When a function call is encountered in a program then the compiler will look for functions with that name. If multiple functions have same name(function overloading). then the compiler will check the above signature. if an exact match is not found then compiler will do some conversions and check for a match. Still not found a match it will show an error
Yes, it is correct. A function is defined by
the namespace
the name of the function
the types of arguments
But, the return type is not taken into account.
See this example :
int f(); // correct
double f(int x); // correct
void f(double y); // correct, the type is different
char f(int z); // Not correct, same signature than the 2nd function
You already got a few answer stating that it is possible, but a different question is whether it is desirable, and at this point I would advice against it in your case as it puts a burden on the user: they need to figure out what overload is picked to know what the function returns.

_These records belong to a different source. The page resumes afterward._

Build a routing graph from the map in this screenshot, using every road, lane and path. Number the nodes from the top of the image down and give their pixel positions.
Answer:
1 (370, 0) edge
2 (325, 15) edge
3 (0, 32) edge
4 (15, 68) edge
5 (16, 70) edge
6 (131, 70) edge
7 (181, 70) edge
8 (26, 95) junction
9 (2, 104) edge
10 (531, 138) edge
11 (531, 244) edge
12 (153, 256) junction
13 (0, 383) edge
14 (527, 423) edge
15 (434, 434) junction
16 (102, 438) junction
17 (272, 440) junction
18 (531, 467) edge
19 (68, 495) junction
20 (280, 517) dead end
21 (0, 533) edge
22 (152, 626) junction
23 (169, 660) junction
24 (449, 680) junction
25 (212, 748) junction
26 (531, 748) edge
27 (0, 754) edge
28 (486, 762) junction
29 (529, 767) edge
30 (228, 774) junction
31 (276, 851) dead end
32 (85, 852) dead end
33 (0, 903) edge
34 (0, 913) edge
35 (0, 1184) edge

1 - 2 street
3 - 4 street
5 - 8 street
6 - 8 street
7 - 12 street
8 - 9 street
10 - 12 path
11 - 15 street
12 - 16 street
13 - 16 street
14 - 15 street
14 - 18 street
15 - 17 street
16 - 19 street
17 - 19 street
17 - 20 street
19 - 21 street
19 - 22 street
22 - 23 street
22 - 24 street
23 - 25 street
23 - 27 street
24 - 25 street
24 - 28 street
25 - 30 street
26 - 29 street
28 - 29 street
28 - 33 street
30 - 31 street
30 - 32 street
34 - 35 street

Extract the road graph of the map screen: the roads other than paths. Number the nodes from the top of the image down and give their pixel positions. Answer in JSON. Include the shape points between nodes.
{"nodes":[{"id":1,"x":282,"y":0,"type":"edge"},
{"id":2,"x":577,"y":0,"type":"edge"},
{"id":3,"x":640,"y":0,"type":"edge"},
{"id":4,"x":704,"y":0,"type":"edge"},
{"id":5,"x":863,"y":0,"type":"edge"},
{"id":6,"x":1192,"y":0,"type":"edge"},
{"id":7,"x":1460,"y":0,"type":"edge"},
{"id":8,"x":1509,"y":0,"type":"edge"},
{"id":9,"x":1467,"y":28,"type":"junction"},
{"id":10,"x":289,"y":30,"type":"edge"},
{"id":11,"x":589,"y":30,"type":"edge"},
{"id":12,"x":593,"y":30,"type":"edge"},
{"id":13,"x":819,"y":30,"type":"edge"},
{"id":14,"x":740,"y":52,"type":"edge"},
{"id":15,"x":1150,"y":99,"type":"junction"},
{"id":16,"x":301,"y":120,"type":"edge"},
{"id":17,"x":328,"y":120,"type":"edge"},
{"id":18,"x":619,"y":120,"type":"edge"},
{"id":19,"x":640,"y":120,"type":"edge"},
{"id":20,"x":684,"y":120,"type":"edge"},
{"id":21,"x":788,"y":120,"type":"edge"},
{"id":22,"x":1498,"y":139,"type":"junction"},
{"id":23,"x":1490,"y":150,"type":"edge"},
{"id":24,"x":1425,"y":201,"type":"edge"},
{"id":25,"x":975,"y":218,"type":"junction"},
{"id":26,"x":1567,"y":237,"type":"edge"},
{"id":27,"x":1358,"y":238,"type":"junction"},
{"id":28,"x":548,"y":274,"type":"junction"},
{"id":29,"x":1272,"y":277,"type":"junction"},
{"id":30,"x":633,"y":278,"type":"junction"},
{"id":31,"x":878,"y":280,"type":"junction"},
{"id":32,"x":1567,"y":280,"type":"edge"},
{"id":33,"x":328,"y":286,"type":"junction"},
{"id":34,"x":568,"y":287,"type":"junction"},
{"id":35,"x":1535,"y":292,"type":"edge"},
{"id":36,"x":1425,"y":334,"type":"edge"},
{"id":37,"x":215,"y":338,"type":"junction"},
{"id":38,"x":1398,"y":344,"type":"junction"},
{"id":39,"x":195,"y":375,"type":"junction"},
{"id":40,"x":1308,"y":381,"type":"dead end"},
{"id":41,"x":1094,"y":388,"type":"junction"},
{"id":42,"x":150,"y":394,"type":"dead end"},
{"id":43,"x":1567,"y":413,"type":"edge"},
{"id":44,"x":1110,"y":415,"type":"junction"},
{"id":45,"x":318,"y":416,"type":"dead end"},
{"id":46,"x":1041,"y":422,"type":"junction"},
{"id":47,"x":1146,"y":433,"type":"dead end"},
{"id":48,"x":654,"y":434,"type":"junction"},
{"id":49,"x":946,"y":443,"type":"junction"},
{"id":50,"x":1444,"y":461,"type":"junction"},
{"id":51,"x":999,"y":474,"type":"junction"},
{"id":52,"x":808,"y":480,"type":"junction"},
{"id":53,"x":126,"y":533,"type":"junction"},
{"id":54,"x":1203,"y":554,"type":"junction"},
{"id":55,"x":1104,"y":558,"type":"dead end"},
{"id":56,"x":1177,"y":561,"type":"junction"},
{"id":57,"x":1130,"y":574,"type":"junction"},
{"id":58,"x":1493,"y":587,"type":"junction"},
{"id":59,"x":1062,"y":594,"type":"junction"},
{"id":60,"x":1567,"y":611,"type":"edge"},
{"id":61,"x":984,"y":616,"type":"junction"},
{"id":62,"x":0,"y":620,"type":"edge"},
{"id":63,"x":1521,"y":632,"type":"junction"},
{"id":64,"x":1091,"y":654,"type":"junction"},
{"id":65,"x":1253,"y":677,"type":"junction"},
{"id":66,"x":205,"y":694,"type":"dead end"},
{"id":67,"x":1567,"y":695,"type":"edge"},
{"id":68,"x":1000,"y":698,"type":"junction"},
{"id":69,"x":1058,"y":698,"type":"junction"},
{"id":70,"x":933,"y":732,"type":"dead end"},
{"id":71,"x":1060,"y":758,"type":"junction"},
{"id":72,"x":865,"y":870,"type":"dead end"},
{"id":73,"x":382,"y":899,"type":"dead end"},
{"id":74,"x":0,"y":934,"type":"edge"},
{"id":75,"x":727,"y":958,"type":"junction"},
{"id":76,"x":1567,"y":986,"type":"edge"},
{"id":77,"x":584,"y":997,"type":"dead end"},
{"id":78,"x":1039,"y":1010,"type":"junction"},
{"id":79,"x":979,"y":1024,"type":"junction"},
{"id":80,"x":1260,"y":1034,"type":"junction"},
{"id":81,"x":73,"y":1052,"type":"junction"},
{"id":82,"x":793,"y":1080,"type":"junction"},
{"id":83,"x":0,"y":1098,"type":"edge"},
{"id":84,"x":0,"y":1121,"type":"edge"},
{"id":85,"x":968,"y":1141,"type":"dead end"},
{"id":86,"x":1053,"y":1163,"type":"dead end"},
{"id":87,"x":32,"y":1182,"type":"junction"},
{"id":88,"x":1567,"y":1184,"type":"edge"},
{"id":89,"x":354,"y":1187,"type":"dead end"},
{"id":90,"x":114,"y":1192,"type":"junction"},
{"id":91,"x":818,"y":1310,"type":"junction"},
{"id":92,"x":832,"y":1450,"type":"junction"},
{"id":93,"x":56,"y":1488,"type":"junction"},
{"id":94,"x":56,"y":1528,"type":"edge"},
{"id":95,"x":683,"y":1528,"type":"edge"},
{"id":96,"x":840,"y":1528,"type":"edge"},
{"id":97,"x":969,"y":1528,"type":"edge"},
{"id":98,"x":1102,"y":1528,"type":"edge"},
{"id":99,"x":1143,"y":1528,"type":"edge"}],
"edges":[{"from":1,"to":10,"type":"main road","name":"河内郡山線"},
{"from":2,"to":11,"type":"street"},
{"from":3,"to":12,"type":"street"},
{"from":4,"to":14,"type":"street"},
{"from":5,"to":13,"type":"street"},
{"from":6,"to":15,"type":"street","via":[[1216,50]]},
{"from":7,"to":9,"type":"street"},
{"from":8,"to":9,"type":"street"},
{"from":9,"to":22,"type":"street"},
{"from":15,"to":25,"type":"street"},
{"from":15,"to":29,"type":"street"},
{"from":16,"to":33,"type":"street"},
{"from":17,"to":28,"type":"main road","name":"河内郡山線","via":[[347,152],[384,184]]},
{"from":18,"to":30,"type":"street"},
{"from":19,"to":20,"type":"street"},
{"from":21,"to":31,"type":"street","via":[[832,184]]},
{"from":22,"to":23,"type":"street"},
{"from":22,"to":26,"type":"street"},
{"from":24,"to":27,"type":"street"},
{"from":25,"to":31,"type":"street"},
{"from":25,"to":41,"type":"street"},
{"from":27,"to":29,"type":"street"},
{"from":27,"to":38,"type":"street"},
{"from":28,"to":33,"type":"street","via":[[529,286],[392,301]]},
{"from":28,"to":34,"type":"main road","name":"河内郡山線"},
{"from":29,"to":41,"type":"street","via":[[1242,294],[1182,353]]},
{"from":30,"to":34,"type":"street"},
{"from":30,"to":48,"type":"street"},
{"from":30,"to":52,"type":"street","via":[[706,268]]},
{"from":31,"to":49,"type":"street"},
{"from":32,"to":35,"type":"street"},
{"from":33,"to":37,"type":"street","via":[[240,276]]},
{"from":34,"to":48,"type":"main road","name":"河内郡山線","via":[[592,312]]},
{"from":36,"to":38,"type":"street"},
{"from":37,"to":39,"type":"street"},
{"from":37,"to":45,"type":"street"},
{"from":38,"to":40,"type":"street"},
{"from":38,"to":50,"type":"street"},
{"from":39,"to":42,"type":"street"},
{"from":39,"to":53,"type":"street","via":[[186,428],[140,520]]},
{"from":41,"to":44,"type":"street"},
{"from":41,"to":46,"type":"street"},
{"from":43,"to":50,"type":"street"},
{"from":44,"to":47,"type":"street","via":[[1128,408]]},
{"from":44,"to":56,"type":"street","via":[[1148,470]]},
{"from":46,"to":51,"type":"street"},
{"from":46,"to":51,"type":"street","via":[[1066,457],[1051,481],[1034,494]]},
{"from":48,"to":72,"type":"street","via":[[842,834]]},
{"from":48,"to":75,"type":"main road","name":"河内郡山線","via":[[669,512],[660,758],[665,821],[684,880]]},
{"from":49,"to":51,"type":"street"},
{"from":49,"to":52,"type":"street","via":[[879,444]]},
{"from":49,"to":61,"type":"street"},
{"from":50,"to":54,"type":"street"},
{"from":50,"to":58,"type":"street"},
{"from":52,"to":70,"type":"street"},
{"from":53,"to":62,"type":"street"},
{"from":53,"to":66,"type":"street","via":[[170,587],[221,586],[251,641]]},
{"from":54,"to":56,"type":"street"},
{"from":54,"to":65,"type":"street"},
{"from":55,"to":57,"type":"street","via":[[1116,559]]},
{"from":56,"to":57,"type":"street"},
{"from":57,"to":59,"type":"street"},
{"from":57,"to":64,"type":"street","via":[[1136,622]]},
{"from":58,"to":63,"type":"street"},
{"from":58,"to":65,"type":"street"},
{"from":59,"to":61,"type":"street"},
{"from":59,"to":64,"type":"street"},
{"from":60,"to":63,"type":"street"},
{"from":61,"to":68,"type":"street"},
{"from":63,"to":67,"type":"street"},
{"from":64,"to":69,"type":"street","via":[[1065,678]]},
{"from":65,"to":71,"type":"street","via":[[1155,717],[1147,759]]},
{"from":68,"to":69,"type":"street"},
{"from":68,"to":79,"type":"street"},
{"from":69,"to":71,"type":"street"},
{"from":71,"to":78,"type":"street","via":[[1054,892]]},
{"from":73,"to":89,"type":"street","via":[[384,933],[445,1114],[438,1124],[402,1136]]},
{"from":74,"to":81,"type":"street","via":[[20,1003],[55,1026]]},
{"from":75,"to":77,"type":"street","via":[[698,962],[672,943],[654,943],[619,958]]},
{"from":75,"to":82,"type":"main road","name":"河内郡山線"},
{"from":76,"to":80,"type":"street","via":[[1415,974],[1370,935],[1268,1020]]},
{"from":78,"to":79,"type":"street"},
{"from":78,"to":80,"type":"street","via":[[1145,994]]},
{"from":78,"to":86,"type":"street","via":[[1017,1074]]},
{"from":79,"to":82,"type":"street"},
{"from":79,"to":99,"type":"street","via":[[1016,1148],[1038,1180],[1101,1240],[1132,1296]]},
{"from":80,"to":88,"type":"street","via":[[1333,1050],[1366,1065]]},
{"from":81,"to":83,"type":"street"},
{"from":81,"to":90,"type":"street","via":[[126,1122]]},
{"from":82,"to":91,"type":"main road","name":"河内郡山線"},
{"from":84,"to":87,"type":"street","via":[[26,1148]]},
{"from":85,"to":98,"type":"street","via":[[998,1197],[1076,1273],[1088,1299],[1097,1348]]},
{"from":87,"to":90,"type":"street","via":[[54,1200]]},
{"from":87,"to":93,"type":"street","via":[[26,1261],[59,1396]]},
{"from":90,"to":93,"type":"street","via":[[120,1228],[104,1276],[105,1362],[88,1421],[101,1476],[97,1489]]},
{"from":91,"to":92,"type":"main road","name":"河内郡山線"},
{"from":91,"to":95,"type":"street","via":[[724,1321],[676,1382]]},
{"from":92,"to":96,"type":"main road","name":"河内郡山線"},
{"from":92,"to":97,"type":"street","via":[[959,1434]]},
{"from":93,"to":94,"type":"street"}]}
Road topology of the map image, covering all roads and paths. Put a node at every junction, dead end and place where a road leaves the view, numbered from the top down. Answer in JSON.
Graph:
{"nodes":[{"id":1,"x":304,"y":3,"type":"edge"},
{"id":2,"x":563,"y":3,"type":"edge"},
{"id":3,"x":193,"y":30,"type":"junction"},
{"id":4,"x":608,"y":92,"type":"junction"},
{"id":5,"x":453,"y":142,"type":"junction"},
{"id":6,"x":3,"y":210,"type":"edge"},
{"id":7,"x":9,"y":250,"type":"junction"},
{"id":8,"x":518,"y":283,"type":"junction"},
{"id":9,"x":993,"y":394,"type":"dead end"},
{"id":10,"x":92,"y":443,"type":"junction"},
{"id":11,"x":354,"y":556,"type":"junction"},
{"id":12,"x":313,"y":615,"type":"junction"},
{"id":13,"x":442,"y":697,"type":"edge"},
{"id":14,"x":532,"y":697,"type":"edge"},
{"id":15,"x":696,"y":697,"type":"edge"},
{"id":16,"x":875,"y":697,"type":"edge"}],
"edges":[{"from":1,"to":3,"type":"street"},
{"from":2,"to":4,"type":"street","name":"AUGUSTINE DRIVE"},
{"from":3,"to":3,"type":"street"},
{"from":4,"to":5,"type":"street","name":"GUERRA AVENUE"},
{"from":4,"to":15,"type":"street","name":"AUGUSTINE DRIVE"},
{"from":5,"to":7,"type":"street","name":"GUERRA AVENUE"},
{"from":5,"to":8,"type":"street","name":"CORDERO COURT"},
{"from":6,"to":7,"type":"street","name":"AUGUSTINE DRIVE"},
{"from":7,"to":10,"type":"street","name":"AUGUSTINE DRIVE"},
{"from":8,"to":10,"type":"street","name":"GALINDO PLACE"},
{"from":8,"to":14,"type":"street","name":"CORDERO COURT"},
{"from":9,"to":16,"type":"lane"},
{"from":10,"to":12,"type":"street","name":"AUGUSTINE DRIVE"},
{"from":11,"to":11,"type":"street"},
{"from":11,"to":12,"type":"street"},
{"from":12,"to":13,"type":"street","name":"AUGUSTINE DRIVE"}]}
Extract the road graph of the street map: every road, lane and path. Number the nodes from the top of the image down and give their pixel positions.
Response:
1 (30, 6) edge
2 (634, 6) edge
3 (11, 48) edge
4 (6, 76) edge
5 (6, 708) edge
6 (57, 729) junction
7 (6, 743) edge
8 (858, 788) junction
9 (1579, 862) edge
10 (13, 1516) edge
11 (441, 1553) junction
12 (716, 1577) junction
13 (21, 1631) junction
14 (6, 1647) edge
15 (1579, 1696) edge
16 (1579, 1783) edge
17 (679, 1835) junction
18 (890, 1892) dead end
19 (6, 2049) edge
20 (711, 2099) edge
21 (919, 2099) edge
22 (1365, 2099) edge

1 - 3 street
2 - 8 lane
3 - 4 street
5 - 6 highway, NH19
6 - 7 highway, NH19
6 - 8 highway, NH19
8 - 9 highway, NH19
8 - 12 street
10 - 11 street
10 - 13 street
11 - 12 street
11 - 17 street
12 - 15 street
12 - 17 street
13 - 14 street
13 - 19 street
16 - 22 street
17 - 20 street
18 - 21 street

Note that this is not a statement that in general it is not desirable, there are many cases where having different return types for different functions make sense, for example sqrt taking a float will return a float, and if the input is a double it will produce a double, but it is natural from the syntax and the call what the return type is.
In the artificial example you provided that is not the case, or at least it is not obvious, so I'd recommend not to overload but produce different named functions.
Yes this is fine as you have different arguments for two overloads.Just for your information why compiler can't deduce from only return types which overload to call.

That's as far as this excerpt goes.